© 2024 Arizent. All rights reserved.

U.S. CLOs risk losing Japanese investor base under proposed rule

Risk retention in U.S. CLOs just won’t die.

Less than a year after a U.S. appeals court overturned federal risk-retention rules for collateralized loan obligations, “skin in the game” is once again front and center for loan portfolio managers – this time through a proposed Japanese regulation impacting the CLO sector’s largest investor base.

The Japanese Financial Services Agency published a proposed rule on Dec. 28 that would discourage investments by Japanese institutional investors in securitizations that lack risk-retention structures. The Japanese retention requirement would apply punitive regulatory capital risk charges on Japan’s regulated banks for their ABS holdings that aren’t compliant with risk-retention standards.

The proposed rules would only impacts future asset purchases; existing CLOs holdings are grandfathered. Still, the proposal is raising alarms in the U.S., where CLO market, where Japanese banks purchase between 50% and 75% of all newly issued AAA rated CLO securities, according to global law firm Milbank, Tweed, Hadley & McCloy.

The Loan Syndications & Trading Association has “been engaged” with Japanese FSA officials for "several months" about carving out an exemption for CLOs, the trade group's vice president Meredith Coffey said in an email.

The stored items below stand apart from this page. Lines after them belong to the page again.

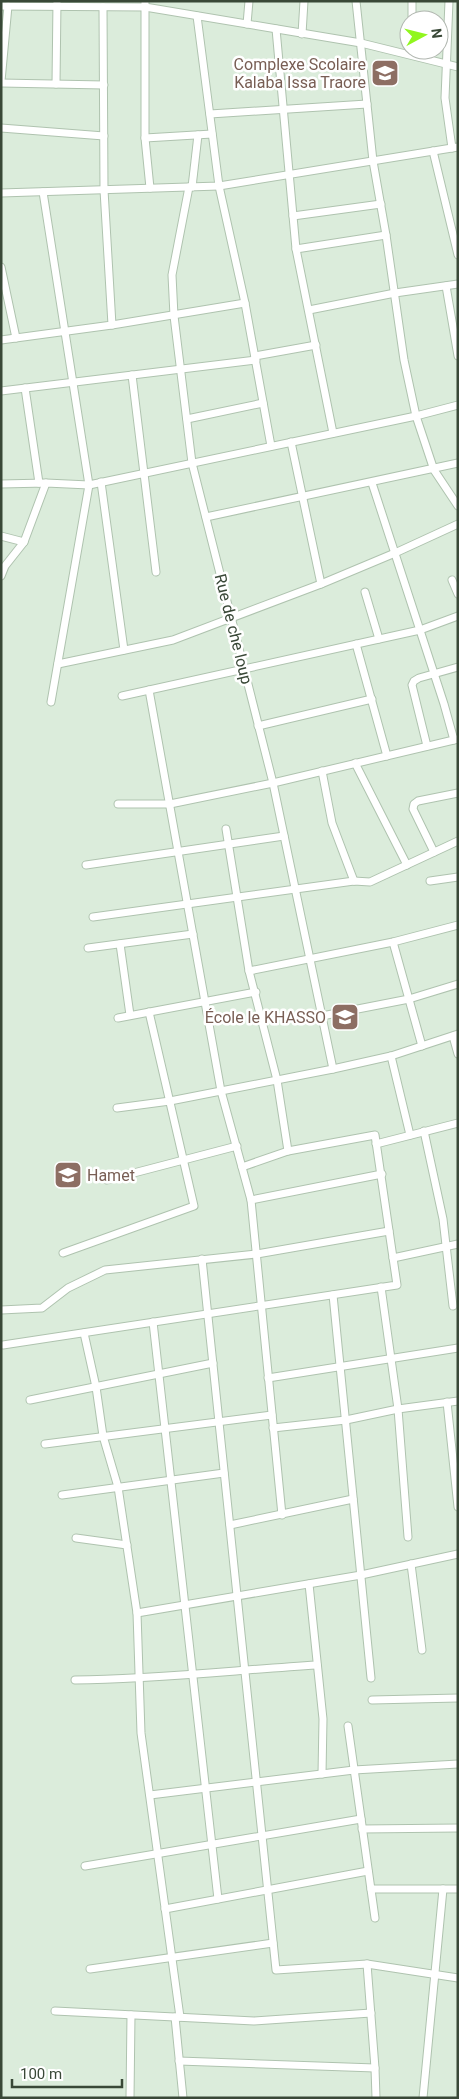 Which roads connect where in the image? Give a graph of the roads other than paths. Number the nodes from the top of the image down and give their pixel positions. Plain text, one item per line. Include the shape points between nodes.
1 (249, 1) edge
2 (304, 1) edge
3 (356, 1) edge
4 (449, 1) edge
5 (57, 4) edge
6 (145, 4) edge
7 (10, 5) edge
8 (103, 7) junction
9 (197, 16) junction
10 (247, 24) junction
11 (276, 29) junction
12 (302, 34) junction
13 (361, 43) junction
14 (399, 50) edge
15 (433, 60) edge
16 (447, 65) junction
17 (458, 67) edge
18 (1, 82) edge
19 (56, 84) junction
20 (104, 85) junction
21 (367, 104) junction
22 (282, 110) junction
23 (210, 114) junction
24 (1, 128) edge
25 (212, 134) junction
26 (198, 135) junction
27 (104, 136) junction
28 (145, 138) junction
29 (455, 147) edge
30 (433, 151) junction
31 (373, 161) junction
32 (289, 175) junction
33 (219, 186) junction
34 (190, 187) junction
35 (150, 188) junction
36 (104, 190) junction
37 (43, 192) junction
38 (1, 193) edge
39 (381, 204) junction
40 (293, 216) junction
41 (386, 235) junction
42 (296, 249) junction
43 (458, 255) edge
44 (1, 268) edge
45 (458, 284) edge
46 (446, 286) junction
47 (395, 293) junction
48 (246, 303) junction
49 (309, 310) junction
50 (174, 316) junction
51 (112, 325) junction
52 (66, 330) junction
53 (16, 338) junction
54 (1, 340) edge
55 (316, 345) junction
56 (458, 356) edge
57 (255, 358) junction
58 (180, 369) junction
59 (132, 375) junction
60 (74, 382) junction
61 (24, 388) junction
62 (1, 391) edge
63 (263, 402) junction
64 (458, 405) edge
65 (416, 416) junction
66 (187, 419) junction
67 (333, 433) junction
68 (291, 442) junction
69 (271, 446) junction
70 (192, 463) junction
71 (458, 464) edge
72 (434, 470) junction
73 (144, 473) junction
74 (101, 482) junction
75 (42, 483) junction
76 (372, 483) junction
77 (1, 484) edge
78 (89, 485) junction
79 (304, 497) junction
80 (458, 506) edge
81 (206, 517) junction
82 (458, 524) edge
83 (1, 536) edge
84 (24, 542) junction
85 (395, 553) junction
86 (3, 566) edge
87 (156, 572) dead end
88 (1, 576) edge
89 (452, 580) dead end
90 (321, 584) junction
91 (365, 592) dead end
92 (458, 594) edge
93 (458, 616) edge
94 (231, 618) junction
95 (420, 630) junction
96 (379, 639) junction
97 (356, 644) junction
98 (124, 650) junction
99 (58, 664) junction
100 (458, 667) edge
101 (244, 669) junction
102 (434, 674) junction
103 (149, 690) junction
104 (122, 696) dead end
105 (372, 699) junction
106 (51, 702) dead end
107 (258, 726) junction
108 (456, 739) edge
109 (427, 746) junction
110 (387, 756) junction
111 (355, 763) junction
112 (322, 771) junction
113 (273, 783) junction
114 (458, 793) edge
115 (118, 804) dead end
116 (170, 804) junction
117 (226, 829) dead end
118 (284, 836) junction
119 (458, 841) edge
120 (228, 845) junction
121 (434, 852) junction
122 (178, 853) junction
123 (86, 865) dead end
124 (407, 865) junction
125 (458, 876) edge
126 (354, 881) junction
127 (430, 881) dead end
128 (295, 889) junction
129 (237, 897) junction
130 (188, 904) junction
131 (93, 917) dead end
132 (458, 925) edge
133 (193, 934) junction
134 (393, 942) junction
135 (120, 944) junction
136 (88, 948) dead end
137 (310, 960) junction
138 (249, 971) junction
139 (458, 984) edge
140 (256, 992) junction
141 (409, 999) junction
142 (205, 1001) junction
143 (149, 1012) junction
144 (130, 1015) junction
145 (322, 1016) junction
146 (118, 1018) dead end
147 (455, 1035) edge
148 (422, 1046) junction
149 (458, 1054) edge
150 (391, 1056) junction
151 (333, 1069) junction
152 (277, 1080) junction
153 (221, 1091) junction
154 (170, 1101) junction
155 (117, 1108) dead end
156 (458, 1123) edge
157 (424, 1132) junction
158 (410, 1135) junction
159 (376, 1144) junction
160 (236, 1146) junction
161 (288, 1151) junction
162 (184, 1160) junction
163 (242, 1167) junction
164 (382, 1174) junction
165 (107, 1180) dead end
166 (252, 1200) junction
167 (389, 1231) junction
168 (458, 1244) edge
169 (446, 1247) junction
170 (63, 1253) dead end
171 (257, 1254) junction
172 (393, 1258) junction
173 (202, 1259) junction
174 (381, 1287) junction
175 (333, 1294) junction
176 (262, 1306) junction
177 (453, 1306) dead end
178 (1, 1310) edge
179 (208, 1314) junction
180 (153, 1322) junction
181 (84, 1333) junction
182 (3, 1346) dead end
183 (458, 1348) edge
184 (390, 1359) junction
185 (213, 1363) junction
186 (340, 1367) junction
187 (159, 1374) junction
188 (268, 1378) junction
189 (96, 1387) junction
190 (30, 1400) dead end
191 (458, 1401) edge
192 (447, 1402) junction
193 (398, 1409) junction
194 (272, 1415) junction
195 (346, 1420) junction
196 (219, 1422) junction
197 (165, 1428) junction
198 (273, 1428) junction
199 (103, 1436) junction
200 (45, 1444) dead end
201 (224, 1473) junction
202 (456, 1476) edge
203 (170, 1480) junction
204 (118, 1487) junction
205 (62, 1495) dead end
206 (354, 1499) junction
207 (458, 1507) edge
208 (282, 1515) junction
209 (230, 1525) junction
210 (408, 1537) dead end
211 (76, 1538) dead end
212 (127, 1545) junction
213 (458, 1554) edge
214 (411, 1564) junction
215 (361, 1575) junction
216 (309, 1584) junction
217 (237, 1596) junction
218 (184, 1604) junction
219 (137, 1612) junction
220 (422, 1650) dead end
221 (317, 1665) junction
222 (244, 1669) junction
223 (192, 1675) junction
224 (371, 1678) dead end
225 (139, 1679) junction
226 (75, 1680) dead end
227 (458, 1698) edge
228 (372, 1700) dead end
229 (348, 1726) dead end
230 (458, 1764) edge
231 (354, 1770) junction
232 (322, 1774) junction
233 (256, 1782) junction
234 (205, 1787) junction
235 (150, 1795) junction
236 (361, 1820) junction
237 (458, 1828) edge
238 (362, 1829) junction
239 (262, 1836) junction
240 (211, 1845) junction
241 (158, 1854) junction
242 (85, 1866) dead end
243 (368, 1870) junction
244 (371, 1889) junction
245 (443, 1889) junction
246 (458, 1889) edge
247 (268, 1890) junction
248 (218, 1899) junction
249 (165, 1909) junction
250 (375, 1918) dead end
251 (273, 1943) junction
252 (172, 1958) junction
253 (367, 1964) junction
254 (90, 1969) dead end
255 (436, 1975) junction
256 (458, 1978) edge
257 (55, 2011) dead end
258 (371, 2013) junction
259 (131, 2015) junction
260 (178, 2017) junction
261 (179, 2060) junction
262 (376, 2068) junction
263 (130, 2098) edge
264 (182, 2098) edge
265 (376, 2098) edge
266 (423, 2098) edge

1 - 10 street
2 - 12 street
3 - 13 street
4 - 16 street
5 - 7 street
5 - 8 street
5 - 19 street
6 - 8 street
6 - 9 street
6 - 28 street
7 - 18 street
8 - 20 street
9 - 10 street
9 - 23 street
10 - 11 street
11 - 12 street
11 - 22 street
12 - 13 street
13 - 14 street
13 - 21 street
15 - 16 street
16 - 17 street
16 - 29 street via 446,98
18 - 19 street
19 - 20 street
20 - 27 street
21 - 22 street
21 - 31 street
22 - 23 street
22 - 32 street
23 - 25 street
24 - 27 street
25 - 26 street
25 - 33 street
26 - 28 street
26 - 34 street, Rue de che loup
27 - 36 street
28 - 35 street
29 - 30 street
30 - 31 street
30 - 43 street
31 - 32 street
31 - 39 street
32 - 33 street
32 - 40 street
33 - 34 street
33 - 48 street
34 - 35 street
34 - 50 street, Rue de che loup via 172,275
35 - 36 street
36 - 37 street
36 - 51 street
37 - 38 street
37 - 52 street
39 - 40 street
39 - 41 street
40 - 42 street
41 - 42 street
41 - 47 street
42 - 49 street
44 - 53 street
45 - 46 street
46 - 47 street
46 - 56 street
47 - 49 street
47 - 65 street
48 - 50 street
48 - 57 street
49 - 55 street
50 - 51 street
50 - 58 street, Rue de che loup
51 - 52 street
52 - 53 street
52 - 60 street
53 - 54 street
55 - 57 street
55 - 67 street
57 - 58 street
57 - 63 street
58 - 59 street
58 - 66 street, Rue de che loup
59 - 60 street
59 - 73 street
60 - 61 street
60 - 78 street
61 - 62 street
61 - 75 street
63 - 66 street
63 - 69 street
64 - 65 street
65 - 67 street
65 - 72 street
66 - 70 street, Rue de che loup
67 - 68 street
68 - 69 street
68 - 79 street
69 - 70 street
70 - 73 street
70 - 81 street, Rue de che loup
71 - 72 street
72 - 76 street
72 - 80 street
73 - 74 street
73 - 87 street
74 - 78 street
74 - 98 street
75 - 77 street
75 - 78 street
75 - 84 street
76 - 79 street
76 - 85 street
78 - 99 street
79 - 81 street
79 - 90 street
81 - 94 street, Rue de che loup
82 - 85 street
83 - 84 street
84 - 86 street
85 - 90 street
85 - 95 street
86 - 88 street
89 - 92 street
90 - 94 street
91 - 96 street
93 - 95 street
94 - 98 street via 173,640
94 - 101 street, Rue de che loup
95 - 96 street
95 - 102 street
96 - 97 street
97 - 101 street
97 - 105 street
98 - 99 street
99 - 106 street
100 - 102 street
101 - 103 street
101 - 107 street, Rue de che loup
102 - 108 street
102 - 109 street via 419,678 412,685
103 - 104 street
103 - 116 street
105 - 107 street
105 - 110 street
107 - 113 street, Rue de che loup
108 - 109 street
109 - 110 street
110 - 111 street
111 - 112 street
111 - 124 street
112 - 113 street
112 - 126 street via 332,823
113 - 116 street
113 - 118 street, Rue de che loup
114 - 121 street via 414,804 413,809
115 - 116 street
116 - 122 street
117 - 120 street
118 - 120 street
118 - 128 street, Rue de che loup
119 - 121 street
120 - 122 street
120 - 129 street
121 - 124 street
122 - 123 street
122 - 130 street
124 - 126 street via 370,882
125 - 127 street
126 - 128 street
128 - 129 street
128 - 137 street, Rue de che loup
129 - 130 street
129 - 138 street
130 - 131 street
130 - 133 street
132 - 134 street
133 - 135 street
133 - 142 street
134 - 137 street
134 - 141 street
135 - 136 street
135 - 144 street
137 - 138 street
137 - 145 street, Rue de che loup
138 - 140 street
139 - 141 street
140 - 142 street
140 - 152 street
141 - 145 street
141 - 148 street
142 - 143 street
142 - 153 street
143 - 144 street
143 - 154 street
144 - 146 street
145 - 151 street, Rue de che loup
147 - 148 street
147 - 149 street
148 - 150 street
150 - 151 street
150 - 158 street
151 - 152 street
152 - 153 street
152 - 161 street
153 - 154 street
153 - 160 street
154 - 155 street
154 - 162 street
156 - 157 street
157 - 158 street
157 - 169 street
158 - 159 street
159 - 161 street via 375,1135
159 - 164 street
160 - 162 street
160 - 163 street
161 - 163 street
162 - 165 street
162 - 170 street via 194,1206
163 - 166 street
164 - 166 street
164 - 167 street
166 - 171 street
167 - 171 street
167 - 172 street
168 - 169 street
169 - 172 street
169 - 177 street
171 - 173 street
171 - 176 street
172 - 174 street via 397,1285
173 - 178 street via 105,1270 68,1288 42,1308
173 - 179 street
174 - 175 street
174 - 184 street
175 - 176 street
175 - 186 street
176 - 179 street
176 - 188 street
179 - 180 street
179 - 185 street
180 - 181 street
180 - 187 street
181 - 182 street
181 - 189 street
183 - 184 street
184 - 186 street
184 - 193 street
185 - 187 street
185 - 196 street
186 - 188 street
186 - 195 street
187 - 189 street
187 - 197 street
188 - 194 street
189 - 190 street
189 - 199 street
191 - 192 street
192 - 193 street
192 - 202 street
193 - 195 street
193 - 210 street
194 - 196 street
194 - 198 street
195 - 198 street
195 - 206 street
196 - 197 street
196 - 201 street
197 - 199 street
197 - 203 street
198 - 208 street
199 - 200 street
199 - 204 street
201 - 203 street
201 - 209 street
202 - 207 street
203 - 204 street
203 - 218 street
204 - 205 street
204 - 212 street
206 - 208 street
206 - 215 street
208 - 209 street
209 - 217 street
211 - 212 street
212 - 219 street
213 - 214 street
214 - 215 street
214 - 220 street
215 - 216 street
215 - 224 street
216 - 217 street
216 - 221 street
217 - 218 street
217 - 222 street
218 - 219 street
218 - 223 street
219 - 225 street
221 - 222 street
221 - 232 street via 323,1719
222 - 223 street
222 - 233 street
223 - 225 street
223 - 234 street
225 - 226 street
225 - 235 street via 141,1732
227 - 228 street
229 - 231 street
230 - 231 street
231 - 232 street
231 - 236 street
232 - 233 street
233 - 234 street
233 - 239 street
234 - 235 street
234 - 240 street
235 - 241 street
236 - 238 street
236 - 239 street
237 - 238 street
238 - 243 street
239 - 240 street
239 - 247 street
240 - 241 street
240 - 248 street
241 - 242 street
241 - 249 street
243 - 244 street
243 - 247 street
244 - 245 street
244 - 250 street
245 - 246 street
245 - 255 street
247 - 248 street
247 - 251 street
248 - 249 street
249 - 252 street
251 - 252 street
251 - 253 street via 276,1970
252 - 254 street
252 - 260 street
253 - 255 street
253 - 258 street
255 - 256 street
255 - 266 street
257 - 259 street
258 - 260 street via 254,2021
258 - 262 street
259 - 260 street
259 - 263 street
260 - 261 street
261 - 262 street
261 - 264 street
262 - 265 street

In a client alert published Monday out of its London office, Milbank warned that the new proposal, if it goes into effect, could reapply de facto risk-retention standards on managers with no choice but to rekindle risk-retention features on CLOs in order to access the cornerstone investor base for senior CLO securities.

The requirement, if finalized by Japanese regulators, means U.S. CLO industry could “see a return to retention-compliant U.S. CLO structures, to the extent that such transactions are to be marketed in Japan, together with its consequent costs and complexities.”

In a structured finance research note published Wednesday, Wells Fargo thinks the rule, if implemented, could both damp new CLO issuance in the near term and lead to more favorable pricing for existing deals that comply with risk retention.

Wells noted that if the rule were to apply to U.S. CLOs, "we would expect much less U.S. CLO issuance in the near term" until managers could comply.

Wells also expects "tightening for deals that would comply – including Euro and MM CLOs (which should have an easier path to compliance), and widening for non-compliant deals," the report stated. Lead analyst Dave Preston, head of CLO and commercial ABS research, reports only 18% of U.S. CLOs issued in 2018 were in compliance with similar European risk-retention requirements.

The Milbank alert, written in conjunction with Tokyo law firm Anderson, Mori & Tomotsune, also stated that the risk-retention proposal “bears a number of similarities to existing risk retention legislation in the U.S. and Europe, and may result in some Japanese investors being disincentivised from purchasing [securitization] positions where an appropriate entity has not committed to hold a 5% retention piece in the transaction,” the alert stated.

ASR_Orico0901
Japanese yen .Currency of Japan on white isolated
phasin - stock.adobe.com

The Japanese retention requirement proposal adopts the minimum 5% compliance standard for originator-held stakes that was previously applied to U.S. CLOs, and still stands for CLOs issued in Europe.

The rules would put the onus on Japanese institutional investors through an “indirect” compliance requirement showing their securitization holdings meeting the minimum retention standards. Failing that, an imposed extra capital charge for a noncompliant securitization asset would be applied, and would be triple what it otherwise would cost in the risk-weighting of the Japanese bank’s ABS holdings, according to Milbank.

A record $128.1 million of open-market, broadly syndicated U.S. CLOs were issued in 2018, the vast majority of them subsequent to a D.C. Court of Appeals ruling in February (later finalized that spring) that set aside regulations that had required managers retain a minimum 5% value of newly issued deal either on their own books, or assigned to a majority-owned capitalized vehicle.

“[F]ollowing the D.C. Circuit Court ruling that the U.S. risk retention legislation does not apply to ‘open market CLOs, compliance with the US risk retention rules now applies only to a small subset of US CLOs,” according to the client alert.

The LSTA is preparing a formal response to the proposal (public comments are due on the proposal Jan. 28, according to Milbank), and is expected to seek a carve-out from the rule to preserve the current CLO market ecosystem between U.S. issuers and Japanese banks, according to LSTA general counsel Elliot Ganz.

The LSTA is banking on getting the exemption through a provision in the proposed rule “that suggests that an investor would not have to hold excess capital, even if there is no risk retention, so long as the assets underlying the securitization were not 'originated inappropriately,' " Ganz said in an interview.